The doctor used, on a Sunday evening, after church, to sit on the green at Hatton, with his pipe and his jug, and witness the exertions of his parishioners in the truly English game of cricket, making only one proviso, that none should join the party who had not previously been to church. It is needless to say his presence was an effectual check on all disorderly conduct. The skittle-grounds were deserted, and a better conducted parish was rarely seen than the worthy Doctor's.

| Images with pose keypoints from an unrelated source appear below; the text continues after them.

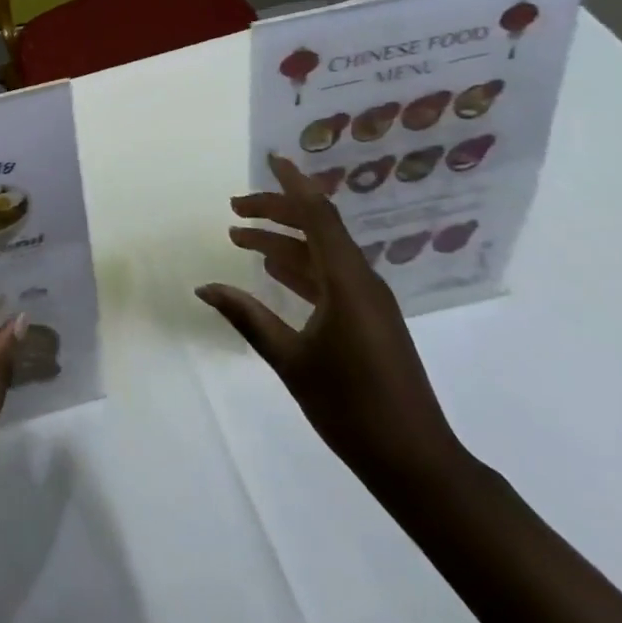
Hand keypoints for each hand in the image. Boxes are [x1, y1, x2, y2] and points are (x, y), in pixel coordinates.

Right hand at [197, 152, 461, 484]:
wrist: (417, 464)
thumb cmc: (353, 408)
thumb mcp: (291, 361)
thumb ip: (247, 317)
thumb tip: (204, 286)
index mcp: (347, 281)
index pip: (318, 215)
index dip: (292, 183)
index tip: (270, 158)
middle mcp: (361, 280)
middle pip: (317, 227)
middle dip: (275, 211)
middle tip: (234, 209)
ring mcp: (368, 300)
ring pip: (321, 252)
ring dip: (283, 241)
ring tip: (240, 238)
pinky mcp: (369, 319)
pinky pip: (329, 275)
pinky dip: (298, 266)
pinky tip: (273, 273)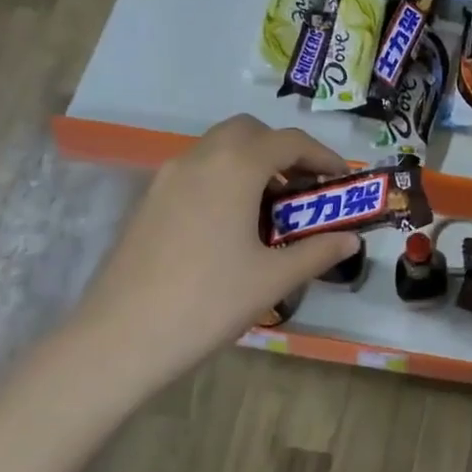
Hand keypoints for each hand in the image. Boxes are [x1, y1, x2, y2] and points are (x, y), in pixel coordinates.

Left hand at [68, 116, 360, 390]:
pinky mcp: (148, 202)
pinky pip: (196, 171)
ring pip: (218, 148)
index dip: (322, 155)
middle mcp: (199, 159)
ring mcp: (166, 178)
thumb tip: (351, 240)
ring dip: (252, 162)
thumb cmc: (208, 302)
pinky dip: (224, 178)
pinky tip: (233, 225)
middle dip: (283, 149)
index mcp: (235, 168)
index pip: (289, 141)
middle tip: (304, 186)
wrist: (119, 340)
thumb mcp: (274, 278)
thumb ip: (318, 252)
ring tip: (273, 208)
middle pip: (249, 131)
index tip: (341, 179)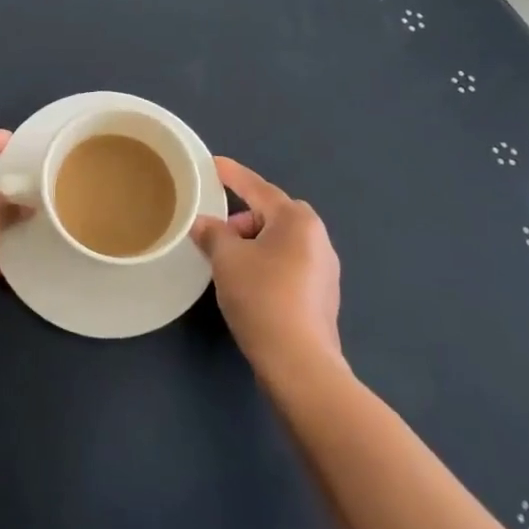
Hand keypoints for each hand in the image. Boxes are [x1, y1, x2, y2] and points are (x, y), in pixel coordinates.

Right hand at [192, 156, 342, 377]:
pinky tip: (248, 284)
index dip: (232, 175)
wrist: (299, 363)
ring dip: (254, 244)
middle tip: (217, 232)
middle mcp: (317, 237)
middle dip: (243, 218)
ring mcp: (325, 268)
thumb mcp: (226, 259)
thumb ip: (212, 233)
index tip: (213, 164)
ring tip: (228, 261)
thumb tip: (203, 223)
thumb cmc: (262, 298)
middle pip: (272, 215)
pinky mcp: (322, 296)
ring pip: (281, 242)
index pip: (257, 188)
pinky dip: (266, 264)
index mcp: (297, 220)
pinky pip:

Dr. Parr was one of the enthusiastic admirers of Shakspeare, who fell upon their knees before Ireland's MSS., and by their idolatry inspired hundreds of others. Still, Parr attempts to explain this in a note to the catalogue of his library at Hatton, as follows:--"Ireland's (Samuel) Great and Impudent Forgery, called 'Miscellaneous Papers and Legal Instruments, under the hand and seal of William Shakspeare,' folio, 1796. I am almost ashamed to insert this worthless and infamously trickish book. It is said to include the tragedy of _King Lear_, and a fragment of _Hamlet_. Ireland told a lie when he imputed to me the words which _Joseph Warton_ used, the very morning I called on Ireland, and was inclined to admit the possibility of genuineness in his papers. In my subsequent conversation I told him my change of opinion. But I thought it not worth while to dispute in print with a detected impostor.--S. P."